Battered by a ferocious storm, the 13 high girders of the crossing over the Tay estuary crumbled into the river below, carrying with them a train and all its passengers and crew.
After the fall of the bridge very little time was lost by the directors of the North British Railway Company in preparing plans for its reconstruction.
The old piers were allowed to remain in position so long as they were cut down to high-water level and were provided with visible warnings for passing shipping.
The new bridge took just five years to build, thanks in most part to special pontoon equipment with hydraulic legs which were designed by William Arrol.
Various arrangements of these hydraulic pontoons were used to sink and construct the brick and concrete foundation columns, to erect the wrought iron piers, to move the old girders into position for the new bridge, and to erect the new navigation spans.
The second Tay Rail Bridge was opened to a more subdued celebration on June 20 1887.
Improvements in site investigations before Tay Road Bridge opening in 1966
Professor Duck said drilling and site investigations had improved greatly by the time the Tay Road Bridge was built.
When it opened in August 1966, the Tay Road bridge was the longest river crossing in the country at 2.25km in length.
The piers are founded on bedrock where the water is shallow, and driven well beneath the bed.
The girders were constructed in the Dundee yard and rolled along a low-level service bridge before being lifted into position.
Professor Duck said: “Immediately off Dundee, just to the east of the Tay Road Bridge are the familiar small ‘islands’ of the Fowler and Beacon Rocks – surface outcrops of the local lavas, indicating bedrock at shallow depth.
“By the time that this structure was proposed, drilling and site investigation techniques had improved greatly.
“Bedrock was, in fact, found to plunge to a depth of over 70m below sea level between Dundee and Fife, approximately beneath the main navigation channel of the estuary.
“So, the Tay’s buried valley contains a thick and complex infill of ice-derived deposits.

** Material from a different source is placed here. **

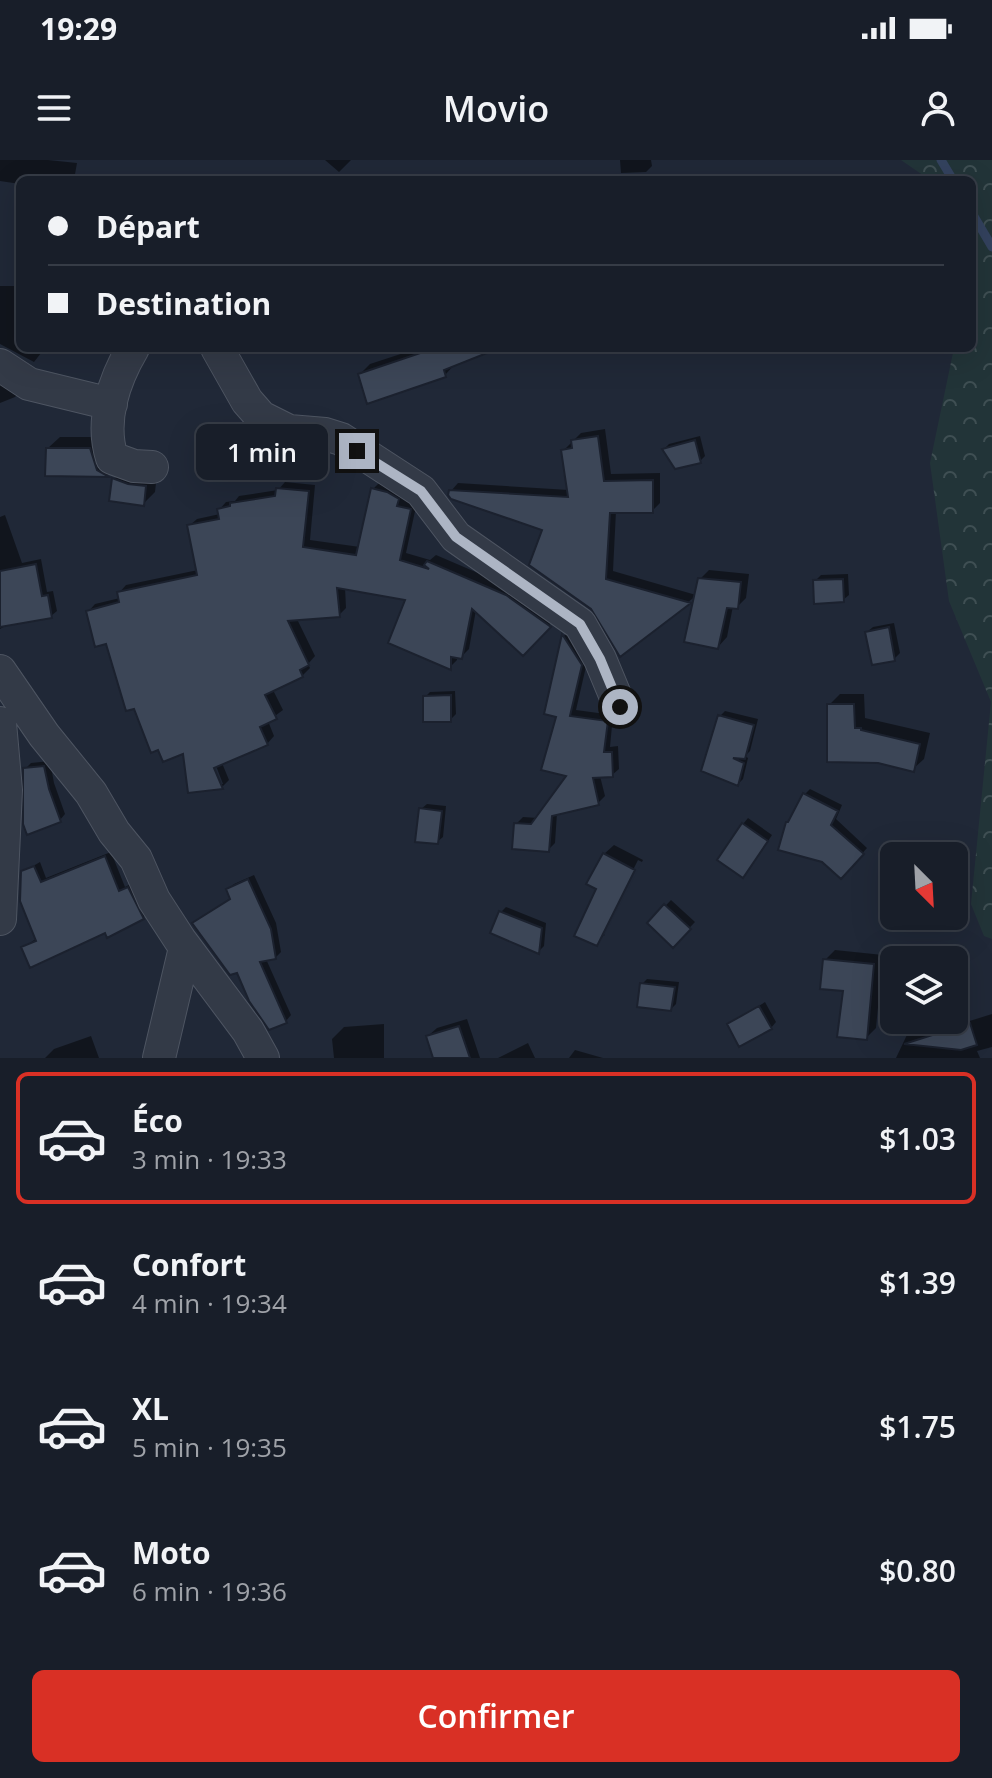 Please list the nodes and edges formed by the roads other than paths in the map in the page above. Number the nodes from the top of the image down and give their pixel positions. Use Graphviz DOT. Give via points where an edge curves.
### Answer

“The Road Bridge site investigation was one of the first in Britain to augment drilling with the then new technique of seismic reflection profiling enabling a much more thorough understanding of the various materials, in particular the complexity of their layering and the range of sizes present – from clay to boulders.
“It too, for much of its length is founded on the same layer of compact gravel as the railway bridge.
“Further investigations in the mid-1970s for the Friarton Bridge have shown that the buried valley is around 45-50m deep below Perth and Newburgh.
“It was in this reach of the Tay that Robert Stevenson and Sons, during a massive dredging programme to improve navigation, carried out from 1834 to 1842, used cranes to remove boulders weighing around 50 tons.
“So, the Tay demonstrates not only the great thicknesses but also the enormous range of sizes of glacially-derived deposits – and this is typical of all such glacially scoured estuaries.
“There is little wonder that, even today with the most up-to-date techniques available, site investigations in such areas can sometimes be misleading and give rise to the term ‘unforeseen ground conditions’.”